Thatched Cottages by a Roadside

“Thatched Cottages by a Roadside”

by Eamonn Wall

 

Water wending doglegs to the sharp Atlantic.

Look, my father says. Observe how blue

is always gray and how the sun is blocked,

old son, by a shuffling in the clouds, by a

hollow foxtrot of a morning western gale.
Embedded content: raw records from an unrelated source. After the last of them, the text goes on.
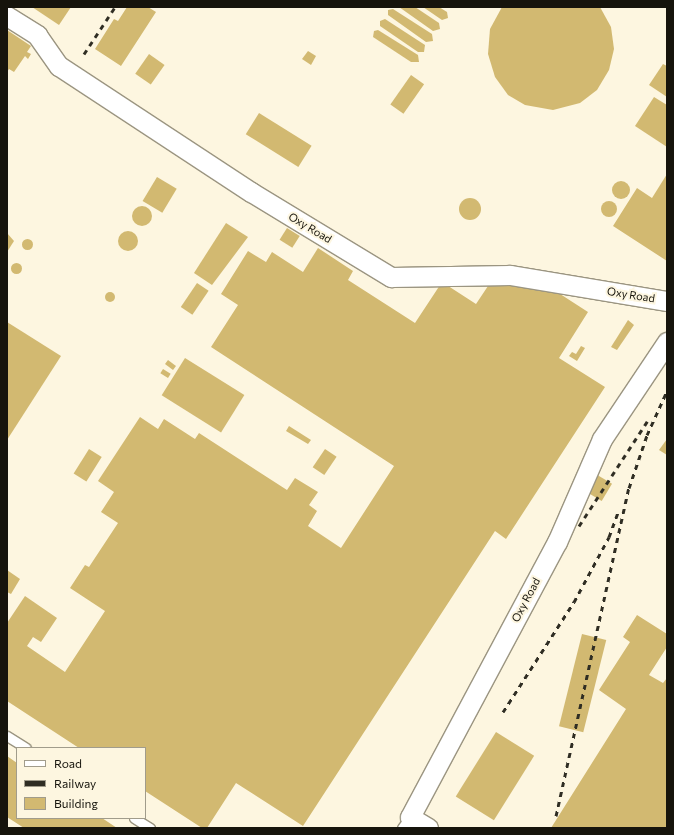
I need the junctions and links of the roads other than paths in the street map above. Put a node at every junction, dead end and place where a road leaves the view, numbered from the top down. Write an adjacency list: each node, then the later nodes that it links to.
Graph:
1 (7, 16): 2 (street, Oxy Road)
2 (667, 301)
3 (667, 342): 7 (street, Oxy Road)
4 (7, 736): 5 (lane)
5 (24, 747)
6 (136, 819): 8 (lane)
7 (406, 823): 9 (street, Oxy Road)
8 (150, 828)
9 (428, 828)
“Dawn, Killary Harbour” was my father’s

favorite Paul Henry print; it hung above us

in the kitchen, atop mother’s willow pattern

delph, present with Jesus at every meal,

and just as silent. Today, I call across decades

to my father’s shade: Is it copper, ochre,

perhaps sienna? I have steadied your old

dictionary on my knees. Or is the roof

in “Thatched Cottages by a Roadside”

a kind of almond, russet, or even saddle

brown? Is that Mt. Errigal, he asks? Your

mother and I drove by it once. I took snaps,

longed to have a go at it when we got home.

See that big cloud, he is calling out as he

draws away from me, Paul Henry made it

to that roadside cottage just in time. I sit

in shadow by the artist’s half door. Pipe lit,

winding hours downward to the dinner hour.